Aaron McIntosh (b. 1984, Kingsport, TN) is a cross-disciplinary artist whose work mines the intersections of material culture, family tradition, sexual desire, and identity politics in a range of works including quilts, sculpture, collage, drawing and writing. As a fourth-generation quilt maker whose grandparents were noted quilters in their Appalachian communities, this tradition of working with scraps is a primary platform from which he explores the patch-worked nature of identity. Since 2015, McIntosh has managed Invasive Queer Kudzu, a community storytelling and archive project across the LGBTQ
South. His work has been exhibited at the Toledo Museum of Art, Hangaram Art Museum in Seoul, the Houston Museum of Fine Arts, Yale University’s Green Art Gallery, the International Quilt Study Center, the Los Angeles Craft & Folk Art Museum, and the Leslie-Lohman Museum of Gay & Lesbian Art in New York City. His current research-creation project, Hot House/Maison Chaude, is supported by a 2020-2022 SSHRC Insight Development grant. Additionally, McIntosh is a recipient of the 2020 United States Artist Fellowship in Craft, a 2018 Virginia Museum of Fine Arts Fellowship, a 2017 Virginia Culture Works Grant, and two Center for Craft Windgate Fellowships in 2006 and 2015.

James Mullane is a multi-media artist working out of Denver, CO. James was originally born on Fort Carson Army Base in Colorado Springs. His unique experience as a child of Army parents formed the way he looks at the world. His work focuses on queer issues, queer acceptance, gender identity, intersectionalities, hybridity, gender fluidity, and the performative acts that create gender. James’ work features multiple media and overlapping imagery to note the many layers of a person’s identity. His work explores how the intersecting labels create an individual’s unique life experience. James graduated with his Bachelor of Fine Arts with a concentration in drawing from the Metropolitan State University of Denver.

Originally from Oregon, Stephanie Robison currently resides in California teaching sculpture at the City College of San Francisco. Robison holds a Bachelor of Fine Arts from Marylhurst University and a Master of Fine Arts in Sculpture from the University of Oregon. Robison’s work has been exhibited at Whatcom Museum and Tacoma Art Museum in Washington, Marrow Gallery, Marin Museum of Contemporary Art and Orange County Center for Contemporary Art in California, Peter Robertson Gallery in Alberta Canada, Yeiser Art Center in Kentucky, Joseph A Cain Memorial Art Gallery and Greater Denton Arts Council inTexas and Site: Brooklyn Gallery in New York.

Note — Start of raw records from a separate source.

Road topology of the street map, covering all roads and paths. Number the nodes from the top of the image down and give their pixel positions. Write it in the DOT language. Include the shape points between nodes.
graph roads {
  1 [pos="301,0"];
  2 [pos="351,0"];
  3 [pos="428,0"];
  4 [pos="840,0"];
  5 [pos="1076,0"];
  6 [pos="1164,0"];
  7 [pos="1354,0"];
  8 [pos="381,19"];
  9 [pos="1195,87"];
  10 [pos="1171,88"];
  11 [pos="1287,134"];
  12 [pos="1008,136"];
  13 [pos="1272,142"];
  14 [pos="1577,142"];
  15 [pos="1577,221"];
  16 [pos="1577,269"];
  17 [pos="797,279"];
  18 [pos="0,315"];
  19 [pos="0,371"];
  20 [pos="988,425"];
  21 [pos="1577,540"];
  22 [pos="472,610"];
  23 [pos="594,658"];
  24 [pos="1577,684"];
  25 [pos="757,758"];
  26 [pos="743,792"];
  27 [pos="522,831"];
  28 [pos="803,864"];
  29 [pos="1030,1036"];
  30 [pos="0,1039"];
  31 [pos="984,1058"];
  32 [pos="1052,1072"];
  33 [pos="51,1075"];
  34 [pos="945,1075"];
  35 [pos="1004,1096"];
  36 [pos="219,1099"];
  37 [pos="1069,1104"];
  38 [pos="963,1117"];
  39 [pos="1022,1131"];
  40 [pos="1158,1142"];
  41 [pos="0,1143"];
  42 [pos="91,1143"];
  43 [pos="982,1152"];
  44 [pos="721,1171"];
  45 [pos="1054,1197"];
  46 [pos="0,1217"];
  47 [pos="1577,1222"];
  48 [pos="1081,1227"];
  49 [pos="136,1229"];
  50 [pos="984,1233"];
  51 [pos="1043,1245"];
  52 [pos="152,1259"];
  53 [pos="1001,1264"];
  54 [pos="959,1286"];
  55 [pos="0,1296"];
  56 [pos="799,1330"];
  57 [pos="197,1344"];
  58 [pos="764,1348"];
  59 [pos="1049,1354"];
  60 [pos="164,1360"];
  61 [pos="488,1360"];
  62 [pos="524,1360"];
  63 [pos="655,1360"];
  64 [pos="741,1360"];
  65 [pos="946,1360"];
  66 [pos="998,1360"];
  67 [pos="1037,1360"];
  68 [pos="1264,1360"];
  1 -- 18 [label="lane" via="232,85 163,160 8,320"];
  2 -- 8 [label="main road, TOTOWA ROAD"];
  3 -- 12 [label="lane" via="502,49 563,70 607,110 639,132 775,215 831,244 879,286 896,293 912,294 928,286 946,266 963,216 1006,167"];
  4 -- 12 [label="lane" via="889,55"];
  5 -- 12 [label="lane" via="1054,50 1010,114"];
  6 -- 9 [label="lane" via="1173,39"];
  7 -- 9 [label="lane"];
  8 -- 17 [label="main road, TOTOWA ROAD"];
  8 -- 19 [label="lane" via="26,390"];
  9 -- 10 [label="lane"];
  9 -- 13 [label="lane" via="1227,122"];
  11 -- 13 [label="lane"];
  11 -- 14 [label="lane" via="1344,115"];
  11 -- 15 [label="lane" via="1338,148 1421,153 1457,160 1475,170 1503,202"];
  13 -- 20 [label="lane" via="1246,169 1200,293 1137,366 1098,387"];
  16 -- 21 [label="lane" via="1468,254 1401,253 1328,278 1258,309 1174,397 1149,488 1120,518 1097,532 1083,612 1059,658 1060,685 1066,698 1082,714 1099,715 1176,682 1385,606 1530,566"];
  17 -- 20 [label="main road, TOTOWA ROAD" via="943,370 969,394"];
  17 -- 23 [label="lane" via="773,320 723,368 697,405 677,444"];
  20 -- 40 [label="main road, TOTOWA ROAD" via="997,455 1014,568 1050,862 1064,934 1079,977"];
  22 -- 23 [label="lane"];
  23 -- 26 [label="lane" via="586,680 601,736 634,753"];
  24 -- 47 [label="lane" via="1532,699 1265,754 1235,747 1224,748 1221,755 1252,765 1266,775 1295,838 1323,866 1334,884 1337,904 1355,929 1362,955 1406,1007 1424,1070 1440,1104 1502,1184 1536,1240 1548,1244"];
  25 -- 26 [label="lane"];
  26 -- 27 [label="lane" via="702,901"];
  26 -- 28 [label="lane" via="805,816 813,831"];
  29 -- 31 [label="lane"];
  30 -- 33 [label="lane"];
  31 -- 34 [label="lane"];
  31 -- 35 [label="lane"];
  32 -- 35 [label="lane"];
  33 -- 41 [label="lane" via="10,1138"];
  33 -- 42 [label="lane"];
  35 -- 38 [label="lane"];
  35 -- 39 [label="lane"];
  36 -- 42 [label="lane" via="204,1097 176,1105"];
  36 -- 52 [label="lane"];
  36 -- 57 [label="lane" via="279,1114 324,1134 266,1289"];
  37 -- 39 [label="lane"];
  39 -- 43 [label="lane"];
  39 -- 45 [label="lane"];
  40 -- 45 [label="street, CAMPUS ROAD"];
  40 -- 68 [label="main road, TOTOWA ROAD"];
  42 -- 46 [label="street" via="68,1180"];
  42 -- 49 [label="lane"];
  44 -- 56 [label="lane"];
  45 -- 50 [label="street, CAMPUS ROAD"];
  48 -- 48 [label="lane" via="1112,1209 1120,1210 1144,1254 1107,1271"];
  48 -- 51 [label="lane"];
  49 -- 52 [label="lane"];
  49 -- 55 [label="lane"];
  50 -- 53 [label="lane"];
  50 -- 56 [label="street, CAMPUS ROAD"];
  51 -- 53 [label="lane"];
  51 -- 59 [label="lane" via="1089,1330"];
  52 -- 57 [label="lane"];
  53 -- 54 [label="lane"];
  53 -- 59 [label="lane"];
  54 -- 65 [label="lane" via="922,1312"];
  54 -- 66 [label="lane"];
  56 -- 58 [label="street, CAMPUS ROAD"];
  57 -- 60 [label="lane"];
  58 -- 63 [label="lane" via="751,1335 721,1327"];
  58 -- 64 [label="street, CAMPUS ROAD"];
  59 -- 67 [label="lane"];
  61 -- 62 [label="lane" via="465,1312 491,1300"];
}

Raised in central Indiana and having spent his adult life in Kentucky, Aaron Storm makes work that exists outside the dominant coastal narrative of “queer art.” Having trained as a photographer for a number of years, he now makes objects from silk, plastic and wax, that through physical leakage and the transmission of light, subvert their own boundaries and ontology, occupying an indeterminate sense of quiet spacelessness.

Hope Wang is a Chicago-based artist, arts facilitator, and poet. Contending with sloppy traces of human activity around sites of industrial labor, her work considers the ways architectural spaces become artifacts of memory. She likes to joke that she creates geo-caches of public places she has cried in. She hosts and operates LMRM, a floor loom rental resource for Chicago fiber artists. She received her BFA (2018) from The School of the Art Institute of Chicago and is a 2021 recipient of the gener8tor Art Accelerator Program Grant. She has attended the Digital Weaving Lab Residency at
Praxis Fiber Workshop; The Weaving Mill WARP Residency; and Spudnik Press Cooperative Fellowship. Her work has been exhibited at Ignition Project Space (Chicago, IL); Gallery No One (Chicago, IL); Chicago Art Department (Chicago, IL); Sullivan Galleries (Chicago, IL); and Zhou B Art Center (Chicago, IL), amongst others.